[Stored data]
#####

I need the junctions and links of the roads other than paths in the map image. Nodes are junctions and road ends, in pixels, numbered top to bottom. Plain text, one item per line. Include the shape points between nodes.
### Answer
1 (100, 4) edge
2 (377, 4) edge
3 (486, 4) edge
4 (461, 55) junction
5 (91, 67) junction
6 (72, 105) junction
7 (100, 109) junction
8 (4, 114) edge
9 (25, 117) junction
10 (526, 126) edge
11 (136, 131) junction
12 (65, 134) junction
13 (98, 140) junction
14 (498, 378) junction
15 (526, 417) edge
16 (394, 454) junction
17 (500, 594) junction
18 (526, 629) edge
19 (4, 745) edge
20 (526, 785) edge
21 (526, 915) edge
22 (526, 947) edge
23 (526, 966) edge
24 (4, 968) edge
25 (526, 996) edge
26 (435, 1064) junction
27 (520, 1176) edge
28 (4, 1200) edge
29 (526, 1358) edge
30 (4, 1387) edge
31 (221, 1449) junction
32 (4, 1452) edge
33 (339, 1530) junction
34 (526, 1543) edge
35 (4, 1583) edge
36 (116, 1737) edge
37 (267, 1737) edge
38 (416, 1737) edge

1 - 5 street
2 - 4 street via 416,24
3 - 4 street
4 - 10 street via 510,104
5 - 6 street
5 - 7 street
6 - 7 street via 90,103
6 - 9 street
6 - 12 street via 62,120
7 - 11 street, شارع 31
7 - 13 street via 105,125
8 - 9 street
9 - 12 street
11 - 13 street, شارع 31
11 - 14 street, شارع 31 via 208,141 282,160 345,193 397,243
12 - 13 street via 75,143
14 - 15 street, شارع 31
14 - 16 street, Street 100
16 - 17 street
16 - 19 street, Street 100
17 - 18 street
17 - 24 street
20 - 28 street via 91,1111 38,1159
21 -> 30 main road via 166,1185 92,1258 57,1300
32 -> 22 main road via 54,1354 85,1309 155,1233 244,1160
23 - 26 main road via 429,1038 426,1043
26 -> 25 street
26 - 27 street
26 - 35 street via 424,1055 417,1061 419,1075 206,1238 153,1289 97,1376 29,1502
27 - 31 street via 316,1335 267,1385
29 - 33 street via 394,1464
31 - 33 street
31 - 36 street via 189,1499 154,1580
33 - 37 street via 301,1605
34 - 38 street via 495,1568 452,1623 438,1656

#####

■ What is being asked: Reproduce every line of the data exactly as it was written.

■ Your solution:
I need the junctions and links of the roads other than paths in the map image. Nodes are junctions and road ends, in pixels, numbered top to bottom. Plain text, one item per line. Include the shape points between nodes.
### Answer
1 (100, 4) edge
2 (377, 4) edge
3 (486, 4) edge
4 (461, 55) junction
5 (91, 67) junction
6 (72, 105) junction
7 (100, 109) junction
8 (4, 114) edge
9 (25, 117) junction
10 (526, 126) edge
11 (136, 131) junction
12 (65, 134) junction
13 (98, 140) junction
14 (498, 378) junction
15 (526, 417) edge
16 (394, 454) junction
17 (500, 594) junction
18 (526, 629) edge
19 (4, 745) edge
20 (526, 785) edge
21 (526, 915) edge
22 (526, 947) edge
23 (526, 966) edge
24 (4, 968) edge
25 (526, 996) edge
26 (435, 1064) junction
27 (520, 1176) edge
28 (4, 1200) edge
29 (526, 1358) edge
30 (4, 1387) edge
31 (221, 1449) junction
32 (4, 1452) edge
33 (339, 1530) junction
34 (526, 1543) edge
35 (4, 1583) edge
36 (116, 1737) edge
37 (267, 1737) edge
38 (416, 1737) edge

1 - 5 street
2 - 4 street via 416,24
3 - 4 street
4 - 10 street via 510,104
5 - 6 street
5 - 7 street
6 - 7 street via 90,103
6 - 9 street
6 - 12 street via 62,120
7 - 11 street, شارع 31
7 - 13 street via 105,125
8 - 9 street
9 - 12 street
11 - 13 street, شارع 31
11 - 14 street, شارع 31 via 208,141 282,160 345,193 397,243
12 - 13 street via 75,143
14 - 15 street, شارع 31
14 - 16 street, Street 100
16 - 17 street
16 - 19 street, Street 100
17 - 18 street
17 - 24 street
20 - 28 street via 91,1111 38,1159
21 -> 30 main road via 166,1185 92,1258 57,1300
32 -> 22 main road via 54,1354 85,1309 155,1233 244,1160
23 - 26 main road via 429,1038 426,1043
26 -> 25 street
26 - 27 street
26 - 35 street via 424,1055 417,1061 419,1075 206,1238 153,1289 97,1376 29,1502
27 - 31 street via 316,1335 267,1385
29 - 33 street via 394,1464
31 - 33 street
31 - 36 street via 189,1499 154,1580
33 - 37 street via 301,1605
34 - 38 street via 495,1568 452,1623 438,1656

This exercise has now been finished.